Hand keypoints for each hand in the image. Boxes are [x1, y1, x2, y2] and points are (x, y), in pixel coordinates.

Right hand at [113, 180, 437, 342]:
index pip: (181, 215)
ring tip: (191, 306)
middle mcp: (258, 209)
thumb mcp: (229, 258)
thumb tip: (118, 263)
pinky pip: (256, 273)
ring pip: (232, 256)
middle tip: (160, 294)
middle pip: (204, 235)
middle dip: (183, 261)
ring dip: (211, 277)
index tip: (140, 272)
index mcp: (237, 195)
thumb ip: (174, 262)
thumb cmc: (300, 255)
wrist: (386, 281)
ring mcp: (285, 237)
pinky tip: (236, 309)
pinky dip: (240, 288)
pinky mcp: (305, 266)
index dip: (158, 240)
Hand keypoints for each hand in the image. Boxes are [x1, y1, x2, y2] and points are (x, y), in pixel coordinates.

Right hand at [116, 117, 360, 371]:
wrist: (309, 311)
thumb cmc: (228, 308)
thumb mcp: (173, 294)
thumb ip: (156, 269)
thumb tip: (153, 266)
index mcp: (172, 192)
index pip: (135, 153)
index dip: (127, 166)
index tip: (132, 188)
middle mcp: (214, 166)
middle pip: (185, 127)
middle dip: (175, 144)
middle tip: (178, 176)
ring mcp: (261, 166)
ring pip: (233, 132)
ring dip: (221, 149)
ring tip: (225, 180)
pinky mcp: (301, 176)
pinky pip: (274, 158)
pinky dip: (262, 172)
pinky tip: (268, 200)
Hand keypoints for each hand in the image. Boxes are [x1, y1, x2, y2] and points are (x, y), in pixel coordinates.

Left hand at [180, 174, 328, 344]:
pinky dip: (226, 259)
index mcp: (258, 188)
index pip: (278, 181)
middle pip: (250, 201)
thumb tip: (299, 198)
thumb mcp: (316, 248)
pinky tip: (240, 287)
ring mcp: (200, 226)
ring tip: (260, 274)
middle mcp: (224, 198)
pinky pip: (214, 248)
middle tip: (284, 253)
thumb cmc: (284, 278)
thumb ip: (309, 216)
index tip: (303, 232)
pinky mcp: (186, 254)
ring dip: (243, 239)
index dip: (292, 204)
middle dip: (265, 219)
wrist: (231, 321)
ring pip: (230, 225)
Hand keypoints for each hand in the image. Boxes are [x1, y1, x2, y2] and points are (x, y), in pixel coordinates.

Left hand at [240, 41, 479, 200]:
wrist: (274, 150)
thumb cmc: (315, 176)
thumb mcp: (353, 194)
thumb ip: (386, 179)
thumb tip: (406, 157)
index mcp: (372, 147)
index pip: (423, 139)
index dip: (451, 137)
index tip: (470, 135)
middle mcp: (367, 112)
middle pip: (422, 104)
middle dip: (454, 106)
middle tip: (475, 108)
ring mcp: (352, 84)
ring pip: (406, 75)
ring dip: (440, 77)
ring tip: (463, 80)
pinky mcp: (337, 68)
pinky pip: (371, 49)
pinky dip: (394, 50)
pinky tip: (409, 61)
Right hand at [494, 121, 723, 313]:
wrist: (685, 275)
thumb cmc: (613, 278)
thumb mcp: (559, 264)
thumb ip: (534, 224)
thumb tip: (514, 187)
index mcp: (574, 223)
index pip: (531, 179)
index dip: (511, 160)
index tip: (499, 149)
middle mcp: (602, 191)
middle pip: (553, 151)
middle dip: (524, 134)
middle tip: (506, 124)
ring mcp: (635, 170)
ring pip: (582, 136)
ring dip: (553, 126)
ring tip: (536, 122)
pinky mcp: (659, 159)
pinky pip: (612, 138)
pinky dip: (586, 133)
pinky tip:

YOUR TASK → Copy out, word for word, the part of the entries above that begins at the line with "wrist: (274, 150)" and ends at the line with "ring dip: (440, 77)", including both.

SOLUTION TO THE PROBLEM →
wrist: (274, 150)
thumb cmc: (315, 176)
thumb mcp: (353, 194)
thumb ip: (386, 179)
thumb tip: (406, 157)
index mcp: (372, 147)
index pip: (423, 139)
index dip: (451, 137)
index tip: (470, 135)
middle mcp: (367, 112)
middle pip: (422, 104)
middle dip: (454, 106)
middle tip: (475, 108)
ring mcp: (352, 84)
ring pip: (406, 75)
ring dip: (440, 77)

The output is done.